O gestor ia mesmo comprar equipamentos bastante caros (centenas de milhares de Euros, um terço do volume de negócios à data) para poder estar à altura quando chegasse o momento. Os produtos abrangidos pelas encomendas prometidas não eram produtos clássicos da empresa, nem esta alguma vez se tinha preparado, em termos de know-how, para lidar com eles.

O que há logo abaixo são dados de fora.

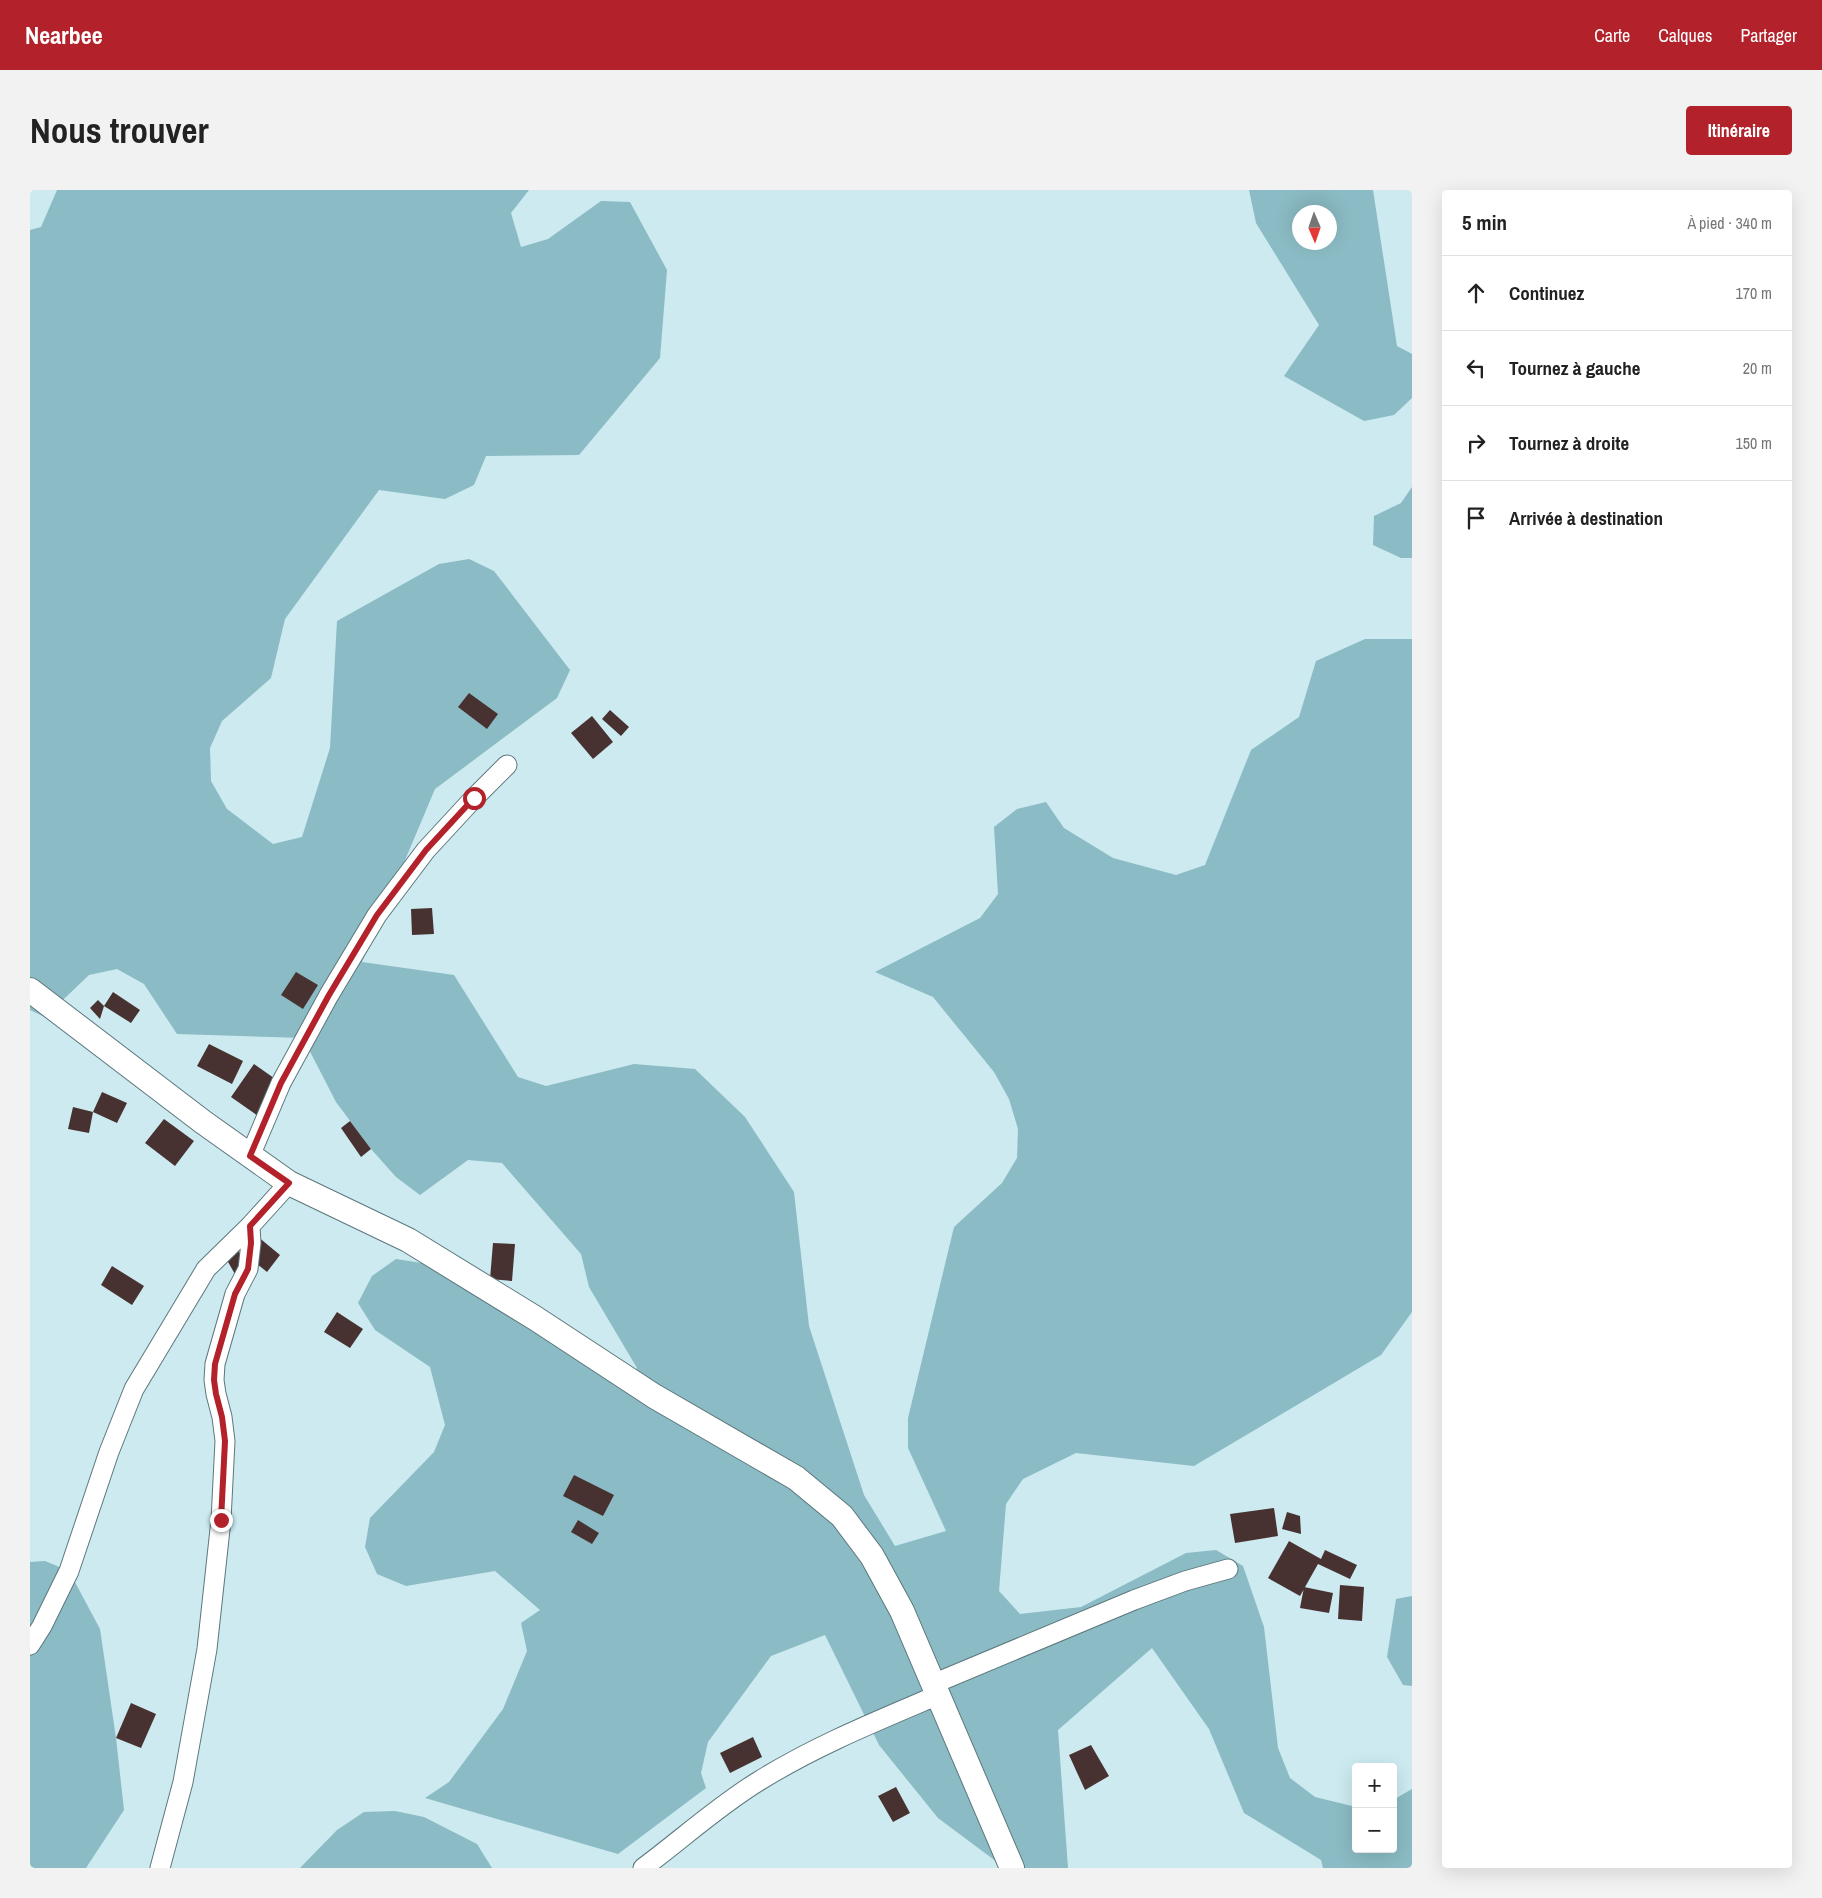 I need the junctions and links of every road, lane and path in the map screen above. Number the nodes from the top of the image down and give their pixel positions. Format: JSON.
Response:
{"nodes":[{"id":1,"x":508,"y":765,"type":"dead end"},
{"id":2,"x":30,"y":990,"type":"edge"},
{"id":3,"x":250,"y":1156,"type":"junction"},
{"id":4,"x":289,"y":1183,"type":"junction"},
{"id":5,"x":250,"y":1226,"type":"junction"},
{"id":6,"x":1228,"y":1569,"type":"dead end"},
{"id":7,"x":30,"y":1645,"type":"edge"},
{"id":8,"x":935,"y":1689,"type":"junction"},
{"id":9,"x":160,"y":1868,"type":"edge"},
{"id":10,"x":643,"y":1868,"type":"edge"},
{"id":11,"x":1012,"y":1868,"type":"edge"}],
"edges":[{"from":1,"to":3,"type":"street"},
{"from":2,"to":3,"type":"street"},
{"from":3,"to":4,"type":"street"},
{"from":4,"to":5,"type":"street"},
{"from":4,"to":8,"type":"street"},
{"from":5,"to":7,"type":"street"},
{"from":5,"to":9,"type":"street"},
{"from":6,"to":8,"type":"street"},
{"from":8,"to":10,"type":"street"},
{"from":8,"to":11,"type":"street"}]} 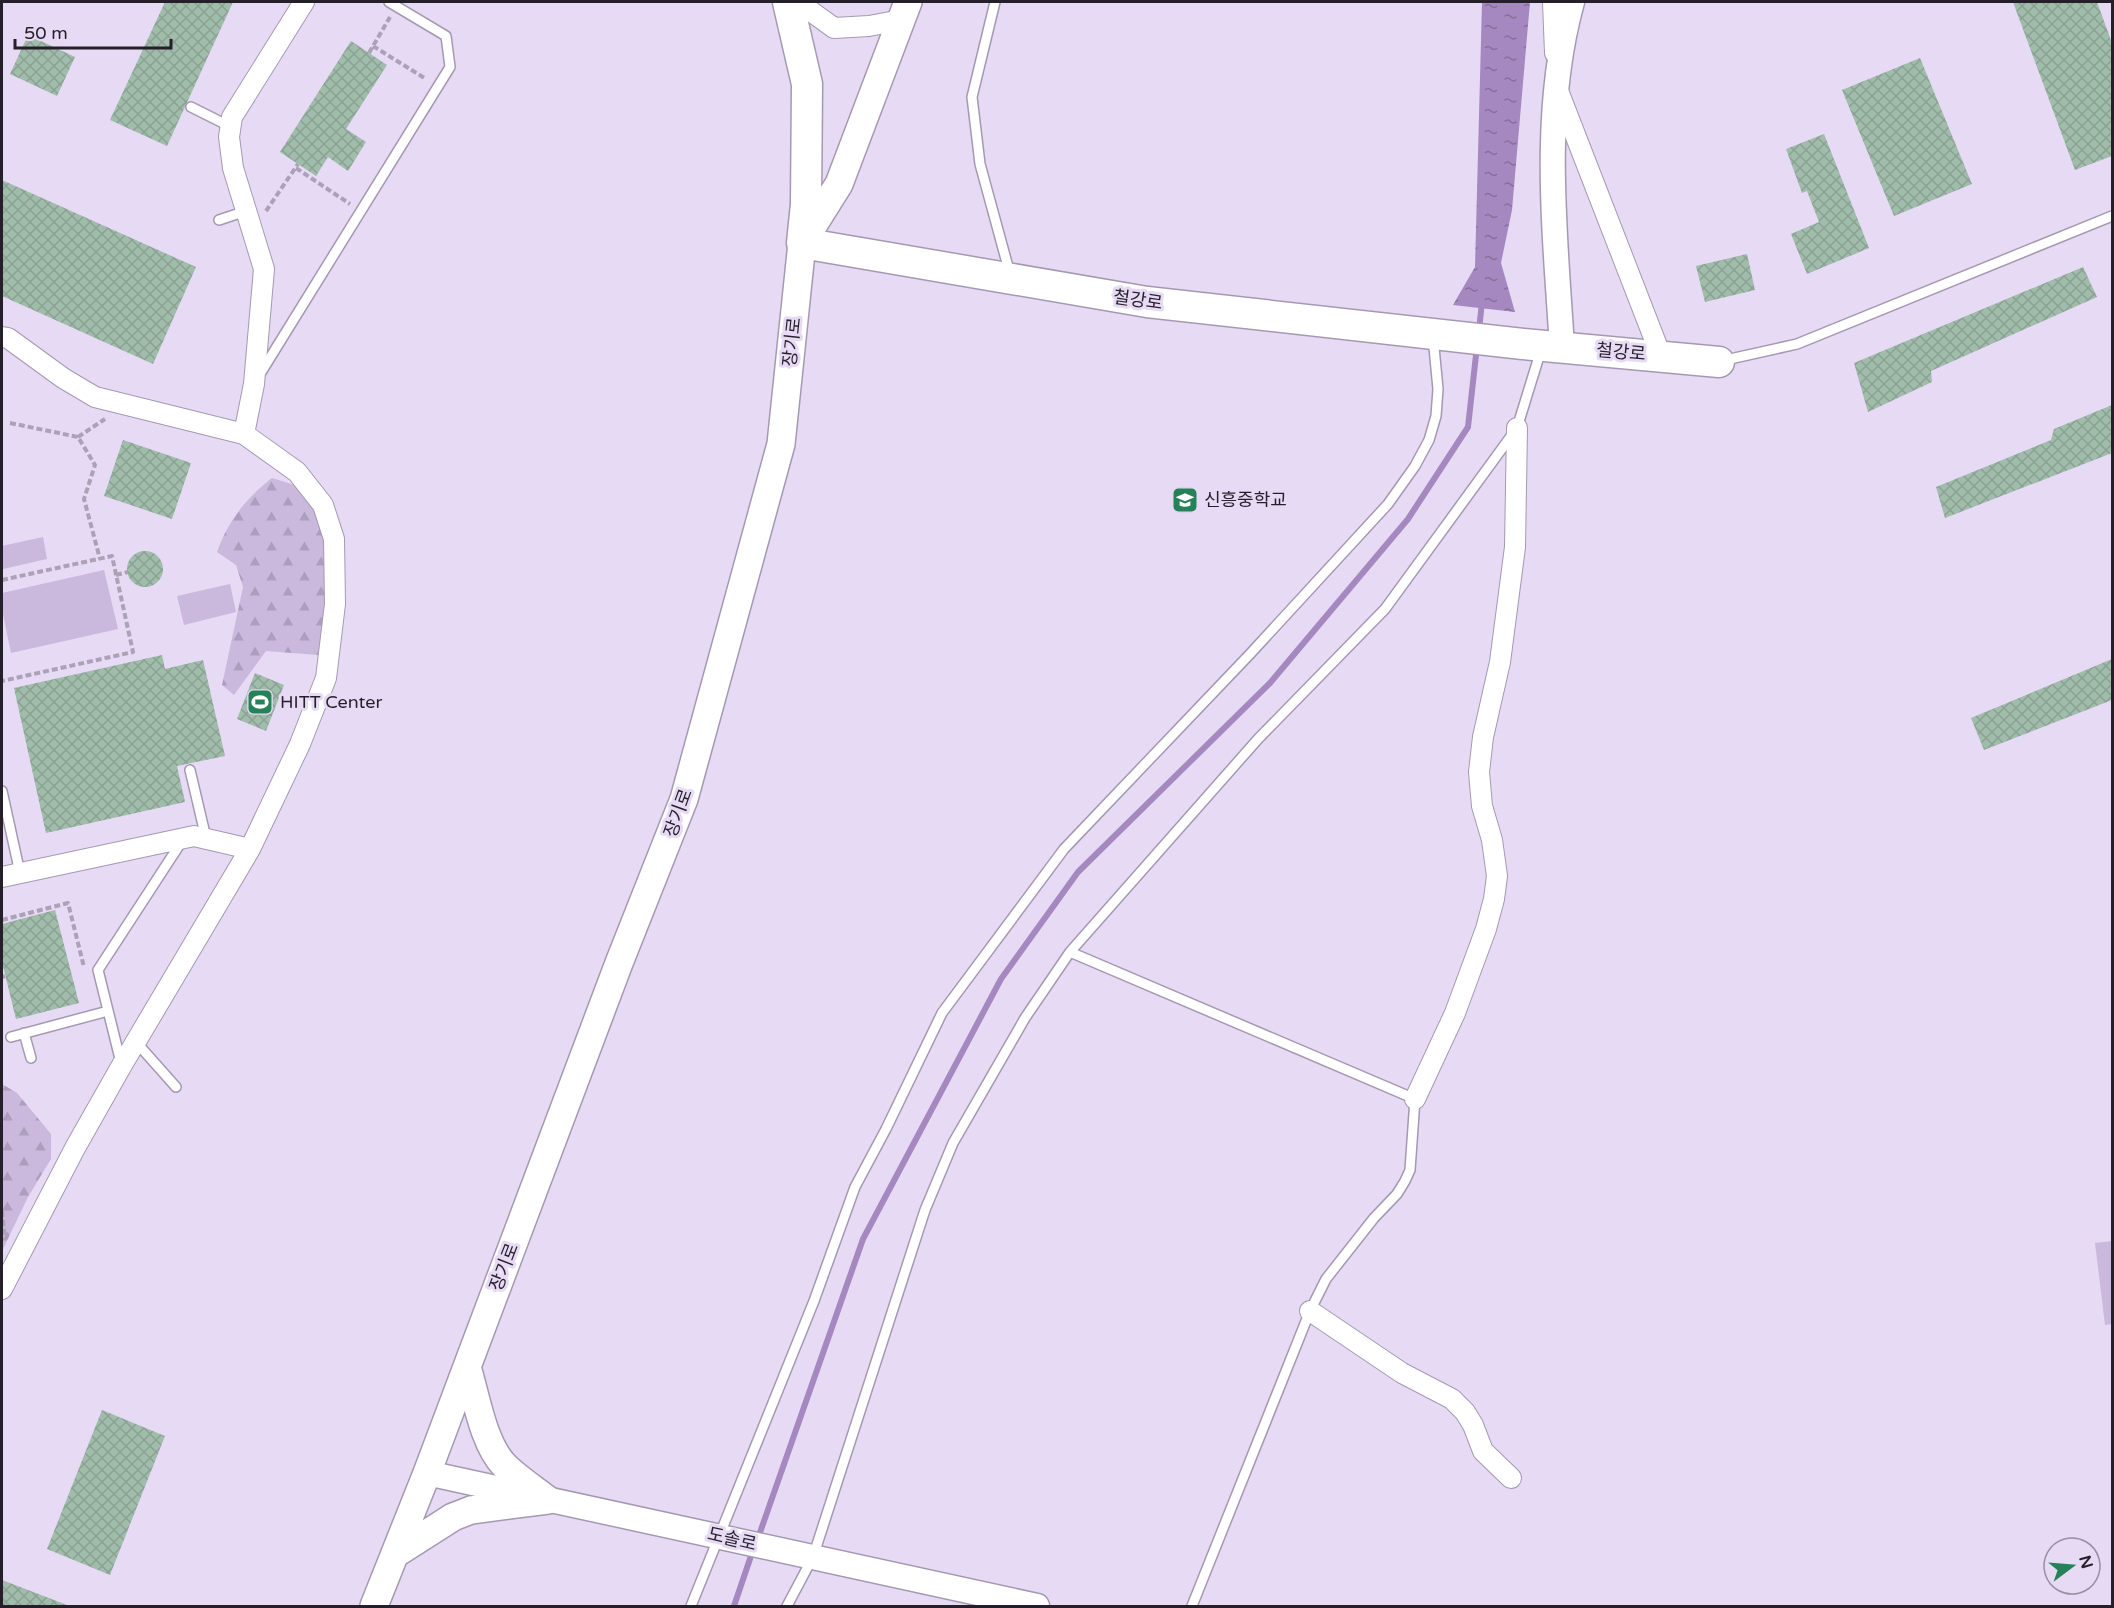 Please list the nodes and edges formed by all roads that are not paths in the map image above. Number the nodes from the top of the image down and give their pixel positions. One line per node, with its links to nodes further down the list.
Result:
1 (304, 2): 11 (street)
2 (788, 2): 15 (main road)
3 (798, 2): 8 (street)
4 (995, 2): 16 (lane)
5 (1553, 2): 9 (street)
6 (1572, 2): 9 (street)
7 (393, 4): 22 (lane)
8 (904, 11): 15 (main road, 장기로)
9 (1556, 85): 19 (street); 20 (street)
10 (191, 107): 11 (lane)
11 (231, 127): 12 (street)
12 (246, 211): 14 (lane); 22 (street)
13 (2112, 216): 21 (lane)
14 (219, 220)
15 (802, 243): 16 (main road, 철강로); 42 (main road, 장기로)
16 (1012, 279): 17 (main road, 철강로)
17 (1437, 333): 19 (main road, 철강로); 46 (lane)
18 (2, 337): 24 (street)
19 (1542, 345): 20 (main road, 철강로); 23 (lane)
20 (1661, 356): 21 (main road, 철강로)
21 (1719, 362)
22 (254, 384): 24 (street)
23 (1517, 428): 31 (lane); 39 (street)
24 (244, 434): 29 (street)
25 (190, 770): 28 (lane)
26 (2, 791): 30 (lane)
27 (184, 838): 28 (street); 30 (street); 32 (lane)
28 (206, 839): 29 (street)
29 (250, 849): 35 (street)
30 (11, 875)
31 (1070, 952): 39 (lane); 48 (lane)
32 (108, 1011): 33 (lane); 37 (lane)
33 (24, 1033): 34 (lane); 36 (lane)
34 (10, 1037)
35 (135, 1041): 37 (street); 38 (lane)
36 (31, 1058)
37 (122, 1065): 40 (street)
38 (176, 1087)
39 (1415, 1099): 41 (lane)
40 (2, 1289)
41 (1310, 1311): 44 (street); 53 (lane)
42 (467, 1367): 43 (main road, 장기로); 45 (main road)
43 (427, 1473): 45 (street, 도솔로); 47 (main road, 장기로)
44 (1511, 1478)
45 (548, 1500): 46 (street, 도솔로); 47 (main road)
46 (725, 1537): 48 (street, 도솔로); 50 (lane)
47 (395, 1554): 49 (main road, 장기로)
48 (803, 1555): 51 (lane); 52 (street, 도솔로)
49 (374, 1606)
50 (691, 1606)
51 (787, 1606)
52 (1037, 1606)
53 (1192, 1606) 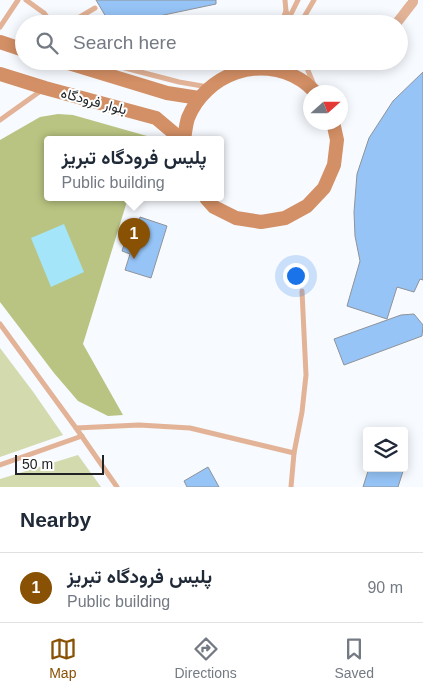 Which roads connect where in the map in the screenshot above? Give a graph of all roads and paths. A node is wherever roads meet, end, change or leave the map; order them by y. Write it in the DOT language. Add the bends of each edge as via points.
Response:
graph roads {
  1 [pos="18,0"];
  2 [pos="26,0"];
  3 [pos="285,0"];
  4 [pos="298,0"];
  5 [pos="314,0"];
  6 [pos="413,0"];
  7 [pos="95,8"];
  8 [pos="286,10"];
  9 [pos="45,15"];
  10 [pos="83,15"];
  11 [pos="284,15"];
  12 [pos="287,15"];
  13 [pos="292,15"];
  14 [pos="305,15"];
  15 [pos="403,15"];
  16 [pos="0,27"];
  17 [pos="0,42"];
  18 [pos="15,47"];
  19 [pos="92,70"];
  20 [pos="133,70"];
  21 [pos="240,70"];
  22 [pos="273,70"];
  23 [pos="307,70"];
  24 [pos="0,74"];
  25 [pos="307,85"];
  26 [pos="313,85"];
  27 [pos="210,87"];
  28 [pos="45,88"];
  29 [pos="199,98"];
  30 [pos="0,120"];
  31 [pos="335,130"];
  32 [pos="178,136"];
  33 [pos="184,136"];
  34 [pos="209,201"];
  35 [pos="302,291"];
  36 [pos="0,324"];
  37 [pos="76,428"];
  38 [pos="82,436"];
  39 [pos="294,453"];
  40 [pos="0,465"];
  41 [pos="116,487"];
  42 [pos="291,487"];
  1 -- 16 [label="lane"];
  2 -- 9 [label="lane"];
  3 -- 8 [label="lane"];
  4 -- 13 [label="lane"];
  5 -- 14 [label="lane"];
  6 -- 15 [label="street"];
  7 -- 10 [label="lane"];
  8 -- 11 [label="lane"];
  8 -- 12 [label="lane"];
  17 -- 18 [label="street"];
  19 -- 29 [label="street, بلوار فرودگاه" via="167,93"];
  20 -- 27 [label="lane"];
  21 -- 27 [label="street"];
  22 -- 25 [label="street"];
  23 -- 26 [label="lane"];
  24 -- 28 [label="street, بلوار فرودگاه"];
  27 -- 29 [label="street"];
  28 -- 30 [label="lane"];
  28 -- 32 [label="street, بلوار فرودگاه" via="156,118"];
  29 -- 33 [label="street" via="188,118"];
  31 -- 34 [label="street" via="334,165 324,188 307,206 285,218 261,222 236,218"];
  35 -- 39 [label="lane" via="306,375"];
  36 -- 37 [label="lane"];
  37 -- 38 [label="lane"];
  37 -- 39 [label="lane" via="139,425 190,428"];
  38 -- 40 [label="lane"];
  38 -- 41 [label="lane"];
  39 -- 42 [label="lane"];
}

Conseguiu forçar-se uma revisão estratégica que cruzou o enquadramento dos produtos com a essência da empresa, o transtorno imediato das encomendas chatas, o encargo financeiro inicial que as encomendas prometidas implicavam, o eventual retorno, e a possibilidade de estas encomendas canibalizarem aquilo que eram as apostas actuais da empresa (o caminho escolhido), afectando outros clientes e outras hipóteses de crescimento.
Optou-se, fundamentadamente, por não comprar equipamentos.
Uns meses depois, soube-se que o tal cliente não ia avançar com os novos produtos que dariam origem às prometidas encomendas fabulosas (e nunca chegou a avançar).